Grants Pen reacts angrily to Phang ruling
GRANTS Pen residents have reacted angrily to a recent ruling, by the coroner’s court, that the security forces were not criminally responsible for the death of community leader Andrew Phang.
Among those who have bitterly expressed their disappointment is Phang’s 56 year-old mother, Una Stephens. The elderly woman is adamant that her son was murdered and no official ruling on the matter can convince her otherwise.
“Them murder him. How man inna underpants fi have gun?” she asked.
“Them handcuff him and shot him. After that them take off the handcuff,” the distraught mother with tear-filled eyes told the Observer during a recent visit to the area.

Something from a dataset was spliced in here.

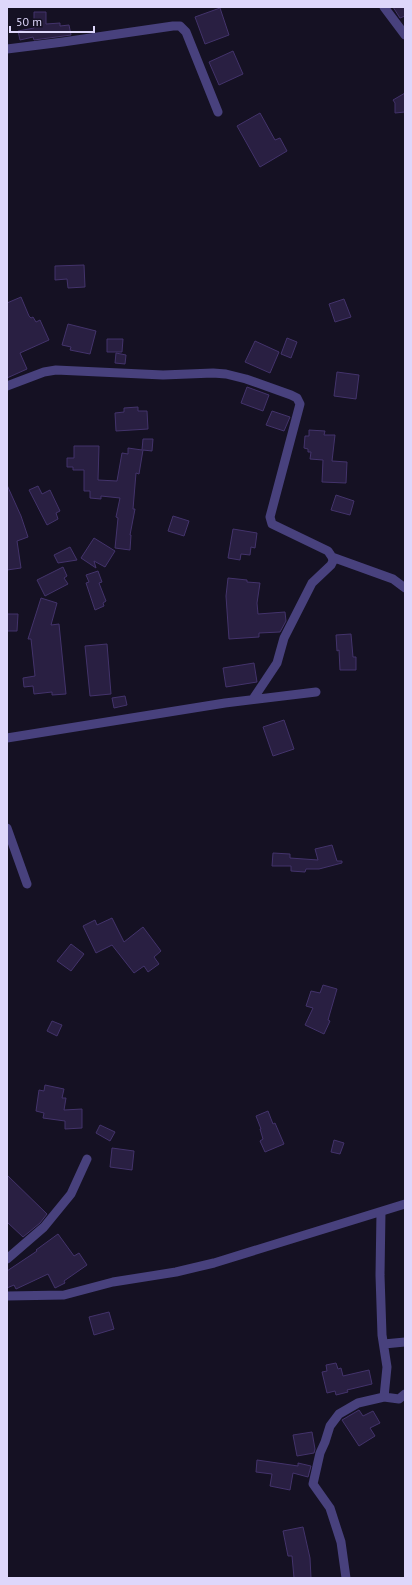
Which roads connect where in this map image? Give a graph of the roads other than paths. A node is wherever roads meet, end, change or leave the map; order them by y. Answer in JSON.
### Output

She got news of the ruling via the media, she said, and was reduced to tears as a result of the negative light in which her deceased son has been portrayed.
And member of parliament for the area, Delroy Chuck, has raised concerns about the coroner’s court, which made the ruling that no one was criminally responsible for Phang’s death.

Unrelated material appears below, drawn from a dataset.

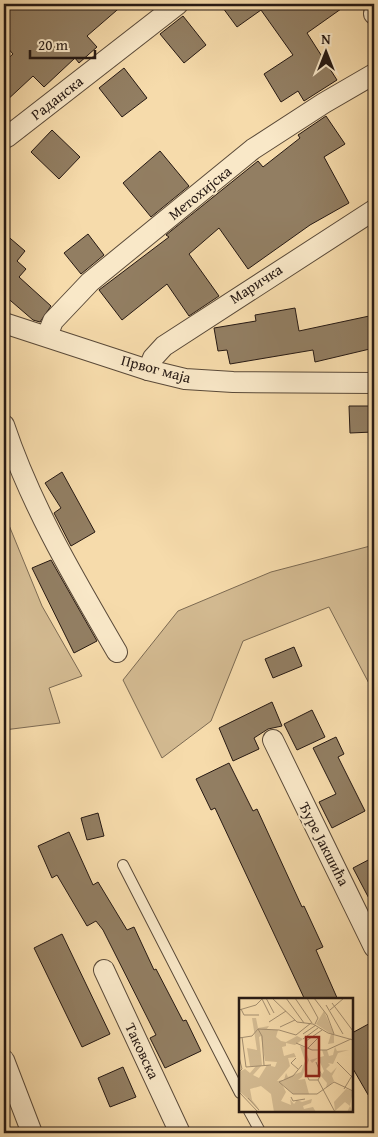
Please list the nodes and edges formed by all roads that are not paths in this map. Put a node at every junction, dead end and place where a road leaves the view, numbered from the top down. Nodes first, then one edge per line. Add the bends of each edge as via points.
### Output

“It is not clear how many eyewitnesses appeared before the court; we need to find out,” he told the Observer. “There was a strong case to charge the officers involved in what witnesses stated was a cold-blooded killing.”
According to the MP, though he had his dark side, Chang was a “pleasant” man.
“Andrew was a pleasant young man to me. There was no doubt that he had a dark side to him, but I must say with authority that I saw very little of that dark side,” he said. “As to allegations of him being involved with drugs, to the best of my knowledge he owned no real estate and very little personal property.”
Andrew Phang, whose real name was Andrew Stephens, was shot and killed by members of the now-disbanded Crime Management Unit (CMU), in October 2001, at Pembroke Hall, St Andrew.
Police say they went to a house in Meadowbrook Estate to conduct a raid, and as they approached, Phang opened fire at them and then managed to escape. He was cornered, according to police reports, about four hours later at a house at Annandale Avenue in Pembroke Hall.
Lawmen claim Phang engaged them in a gunbattle, during which he was shot. He later died in the Kingston Public Hospital.
Police say they recovered an AK90 high-powered rifle from Phang.
As a result of the police’s slaying of their area don, Grants Pen residents staged a massive demonstration in the area shortly after Phang was killed.
Though there was no demonstration when news of the ruling broke, several persons voiced their disgust at the latest developments.
“No justice no deh fi poor man pickney,” one man complained, adding that if it was “a red man pickney from uptown” who had been killed by the police, someone would have been jailed by now.
“Andrew Phang was murdered by agents of the state,” one elderly man opined.
And a woman, who claimed to have been the slain area don’s former schoolmate, said after his killing a number of persons who claimed to be eyewitnesses had came into the area to tell them that Andrew had been murdered.
“People who claim say them see, tell we say a murder the police dem murder him with hand cuff pa him hand,” the woman said, in between puffs of her marijuana spliff.